G-CMP: Graph-enhanced Contextual Matrix Profile for unsupervised anomaly detection in sensor-based remote health monitoring

TL;DR

This paper introduces G-CMP, a graph-enhanced, self-supervised approach that improves anomaly detection in high-dimensional, noisy sensor data for remote health monitoring by leveraging contextual matrix profiles and graph embeddings.

Contribution

It presents a novel graph-based, self-supervised method that extends CMP to handle multi-sensor data, improving anomaly detection performance over existing methods.

Findings

G-CMP outperforms state-of-the-art methods in recall and alert rate.

The approach generalizes well across different healthcare datasets.

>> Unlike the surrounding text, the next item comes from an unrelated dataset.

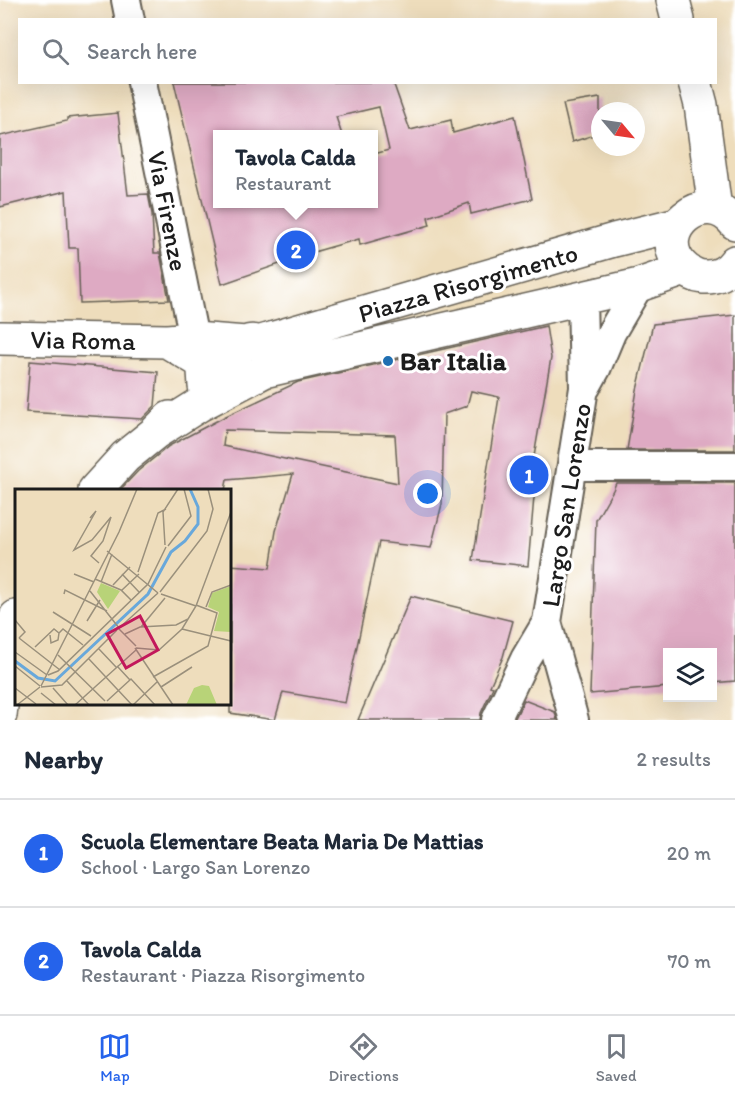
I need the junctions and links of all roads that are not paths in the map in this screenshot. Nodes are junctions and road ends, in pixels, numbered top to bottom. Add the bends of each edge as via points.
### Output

Graph embeddings effectively encode anomalous temporal contexts.

Abstract

Sensor-based remote health monitoring is used in industrial, urban and healthcare settings to monitor ongoing operation of equipment and human health. An important aim is to intervene early if anomalous events or adverse health is detected. In the wild, these anomaly detection approaches are challenged by noise, label scarcity, high dimensionality, explainability and wide variability in operating environments. The Contextual Matrix Profile (CMP) is a configurable 2-dimensional version of the Matrix Profile (MP) that uses the distance matrix of all subsequences of a time series to discover patterns and anomalies. The CMP is shown to enhance the effectiveness of the MP and other SOTA methods at detecting, visualising and interpreting true anomalies in noisy real world data from different domains. It excels at zooming out and identifying temporal patterns at configurable time scales. However, the CMP does not address cross-sensor information, and cannot scale to high dimensional data. We propose a novel, self-supervised graph-based approach for temporal anomaly detection that works on context graphs generated from the CMP distance matrix. The learned graph embeddings encode the anomalous nature of a time context. In addition, we evaluate other graph outlier algorithms for the same task. Given our pipeline is modular, graph construction, generation of graph embeddings, and pattern recognition logic can all be chosen based on the specific pattern detection application. We verified the effectiveness of graph-based anomaly detection and compared it with the CMP and 3 state-of-the art methods on two real-world healthcare datasets with different anomalies. Our proposed method demonstrated better recall, alert rate and generalisability.